When should we use this form?

Use it when your organization receives noncash donated property that may later be sold, exchanged, or otherwise disposed of within the three-year review window. It is especially useful for gifts with an original valued amount that may trigger reporting if the property is transferred too soon. If the item is never disposed of during the review period, the record still helps show that the filing decision was reviewed.

Who should own the review process?

A development operations, finance, compliance, or gift administration owner should maintain the record, with a reviewer who can confirm the disposition facts and filing decision. The person entering the record should not be the only person approving the filing outcome. A clear reviewer name and review date help create an audit trail.

What counts as a disposition in this template?

Disposition should be recorded when the donated property is sold, exchanged, transferred, or otherwise no longer held by the donee organization. The template includes a disposition type field so you can distinguish a sale from another kind of transfer. If multiple dispositions occur, record each one clearly so the filing review is based on the full history.

How does this help with compliance and audit readiness?

The template centralizes the facts needed to decide whether filing is required and preserves the reasoning behind that decision. Supporting documents, compliance notes, and reviewer details make it easier to explain the outcome during an internal review or external audit. It also reduces the risk of relying on memory or scattered emails.

What are the most common mistakes when using it?
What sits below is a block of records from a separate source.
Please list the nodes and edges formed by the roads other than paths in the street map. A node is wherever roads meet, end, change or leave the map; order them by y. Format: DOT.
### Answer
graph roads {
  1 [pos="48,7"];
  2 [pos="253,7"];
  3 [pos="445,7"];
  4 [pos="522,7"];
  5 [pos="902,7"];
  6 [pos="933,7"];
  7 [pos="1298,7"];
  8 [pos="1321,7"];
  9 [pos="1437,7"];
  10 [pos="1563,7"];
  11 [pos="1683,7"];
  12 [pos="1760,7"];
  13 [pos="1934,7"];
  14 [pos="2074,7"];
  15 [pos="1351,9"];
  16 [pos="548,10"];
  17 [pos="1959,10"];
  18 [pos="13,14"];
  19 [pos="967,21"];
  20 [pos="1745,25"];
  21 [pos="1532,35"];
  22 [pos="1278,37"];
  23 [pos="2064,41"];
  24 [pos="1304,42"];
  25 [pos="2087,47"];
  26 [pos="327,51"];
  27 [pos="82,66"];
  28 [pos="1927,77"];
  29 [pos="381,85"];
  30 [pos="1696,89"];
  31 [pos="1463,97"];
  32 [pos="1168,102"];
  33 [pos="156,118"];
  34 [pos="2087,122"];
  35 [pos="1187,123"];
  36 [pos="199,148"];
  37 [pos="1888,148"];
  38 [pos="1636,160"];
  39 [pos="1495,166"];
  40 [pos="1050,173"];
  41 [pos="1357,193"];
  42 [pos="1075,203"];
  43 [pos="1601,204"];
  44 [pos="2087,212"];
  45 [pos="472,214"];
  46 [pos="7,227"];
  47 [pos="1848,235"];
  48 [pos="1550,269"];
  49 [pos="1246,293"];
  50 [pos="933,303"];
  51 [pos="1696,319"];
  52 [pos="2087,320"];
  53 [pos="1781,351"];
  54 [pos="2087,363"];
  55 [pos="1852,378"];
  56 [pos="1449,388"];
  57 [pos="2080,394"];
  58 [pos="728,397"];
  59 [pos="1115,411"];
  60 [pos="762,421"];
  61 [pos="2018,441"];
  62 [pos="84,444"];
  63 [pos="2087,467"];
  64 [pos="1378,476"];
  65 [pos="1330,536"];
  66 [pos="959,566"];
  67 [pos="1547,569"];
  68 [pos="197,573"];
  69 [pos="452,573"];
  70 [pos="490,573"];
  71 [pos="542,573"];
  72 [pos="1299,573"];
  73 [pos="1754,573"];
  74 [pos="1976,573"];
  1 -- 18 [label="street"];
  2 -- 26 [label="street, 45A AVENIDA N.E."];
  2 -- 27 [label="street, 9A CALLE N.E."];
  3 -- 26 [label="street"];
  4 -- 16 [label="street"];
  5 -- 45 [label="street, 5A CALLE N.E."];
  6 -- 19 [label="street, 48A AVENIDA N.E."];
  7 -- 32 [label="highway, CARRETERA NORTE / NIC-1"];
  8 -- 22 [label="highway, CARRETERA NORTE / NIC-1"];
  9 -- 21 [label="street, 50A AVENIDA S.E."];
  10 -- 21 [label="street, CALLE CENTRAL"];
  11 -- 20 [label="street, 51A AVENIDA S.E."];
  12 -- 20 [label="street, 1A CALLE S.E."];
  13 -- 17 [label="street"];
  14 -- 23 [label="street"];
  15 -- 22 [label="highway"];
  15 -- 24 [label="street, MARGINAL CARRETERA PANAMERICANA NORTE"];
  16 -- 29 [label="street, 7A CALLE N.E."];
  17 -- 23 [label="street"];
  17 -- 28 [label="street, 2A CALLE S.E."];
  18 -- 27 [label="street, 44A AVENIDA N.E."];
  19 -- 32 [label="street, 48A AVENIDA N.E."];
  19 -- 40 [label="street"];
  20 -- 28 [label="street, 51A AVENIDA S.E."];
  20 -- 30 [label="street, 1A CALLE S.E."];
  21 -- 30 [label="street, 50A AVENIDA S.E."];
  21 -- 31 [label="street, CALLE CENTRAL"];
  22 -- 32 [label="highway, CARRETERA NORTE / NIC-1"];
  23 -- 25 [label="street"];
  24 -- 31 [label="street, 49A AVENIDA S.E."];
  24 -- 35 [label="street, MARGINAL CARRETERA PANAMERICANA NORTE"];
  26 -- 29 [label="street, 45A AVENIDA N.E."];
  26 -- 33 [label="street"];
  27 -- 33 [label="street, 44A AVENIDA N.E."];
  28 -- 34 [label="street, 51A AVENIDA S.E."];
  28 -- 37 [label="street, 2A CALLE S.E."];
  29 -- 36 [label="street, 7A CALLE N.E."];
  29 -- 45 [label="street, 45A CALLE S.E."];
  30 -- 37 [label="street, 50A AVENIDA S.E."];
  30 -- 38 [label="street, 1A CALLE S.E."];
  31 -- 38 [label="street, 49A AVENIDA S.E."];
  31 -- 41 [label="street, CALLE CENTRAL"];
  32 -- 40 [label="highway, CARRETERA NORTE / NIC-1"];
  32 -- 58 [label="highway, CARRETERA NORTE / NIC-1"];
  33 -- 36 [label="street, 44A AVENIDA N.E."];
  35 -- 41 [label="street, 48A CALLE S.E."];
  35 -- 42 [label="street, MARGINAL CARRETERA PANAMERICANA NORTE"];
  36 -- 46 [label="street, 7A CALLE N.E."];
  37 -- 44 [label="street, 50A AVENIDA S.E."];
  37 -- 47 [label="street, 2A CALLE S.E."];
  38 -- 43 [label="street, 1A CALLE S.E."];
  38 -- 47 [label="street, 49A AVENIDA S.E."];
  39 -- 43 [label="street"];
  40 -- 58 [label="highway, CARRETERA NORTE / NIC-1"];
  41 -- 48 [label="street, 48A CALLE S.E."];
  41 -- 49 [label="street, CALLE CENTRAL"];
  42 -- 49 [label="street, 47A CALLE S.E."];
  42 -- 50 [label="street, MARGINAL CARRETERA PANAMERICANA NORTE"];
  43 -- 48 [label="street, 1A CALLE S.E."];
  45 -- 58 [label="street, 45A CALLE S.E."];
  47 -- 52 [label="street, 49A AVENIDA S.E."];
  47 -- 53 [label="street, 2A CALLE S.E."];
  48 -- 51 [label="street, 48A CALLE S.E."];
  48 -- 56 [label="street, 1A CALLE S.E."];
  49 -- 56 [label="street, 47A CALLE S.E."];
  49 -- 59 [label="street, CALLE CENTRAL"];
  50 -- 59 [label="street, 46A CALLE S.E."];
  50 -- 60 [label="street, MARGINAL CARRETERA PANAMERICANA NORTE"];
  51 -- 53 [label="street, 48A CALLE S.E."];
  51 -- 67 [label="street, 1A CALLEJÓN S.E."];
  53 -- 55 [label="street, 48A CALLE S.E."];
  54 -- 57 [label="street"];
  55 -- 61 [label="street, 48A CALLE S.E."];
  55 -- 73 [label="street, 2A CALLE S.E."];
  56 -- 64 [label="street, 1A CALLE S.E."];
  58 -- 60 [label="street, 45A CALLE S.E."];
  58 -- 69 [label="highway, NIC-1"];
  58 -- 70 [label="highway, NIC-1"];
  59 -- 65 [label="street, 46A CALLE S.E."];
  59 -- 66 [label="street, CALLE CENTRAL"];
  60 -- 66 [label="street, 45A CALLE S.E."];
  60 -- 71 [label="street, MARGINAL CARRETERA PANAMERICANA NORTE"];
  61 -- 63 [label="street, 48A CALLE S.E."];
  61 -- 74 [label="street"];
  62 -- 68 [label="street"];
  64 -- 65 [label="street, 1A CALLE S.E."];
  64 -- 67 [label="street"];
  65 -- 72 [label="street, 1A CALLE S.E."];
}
Common mistakes include leaving the original gift date blank, failing to update the three-year review date, and recording a disposition without the date or proceeds. Another frequent issue is marking filing required without documenting the reason. This template is designed to make those fields visible so the review is complete before a deadline is missed.

Can we customize it for our workflow?

Yes. You can add conditional logic for different property categories, required document uploads, or approval steps based on the original valued amount. Many organizations also add a reminder field, an internal case number, or a link to the gift acceptance record. Keep the form focused on the data you actually use so it stays easy to complete.

What should we connect this to?

This record works well alongside gift acceptance logs, finance systems, document storage, and task reminders for filing deadlines. If your team uses workflow automation, you can trigger a review task when the three-year date approaches or when a disposition is logged. The goal is to keep the filing decision tied to the source record and the supporting evidence.

How is this better than tracking dispositions in email or spreadsheets?

A dedicated template standardizes the fields you need, makes required versus optional information clear, and creates a consistent audit trail. Spreadsheets and email threads often miss the filing reason, reviewer sign-off, or document links. This form keeps the review process repeatable and easier to hand off.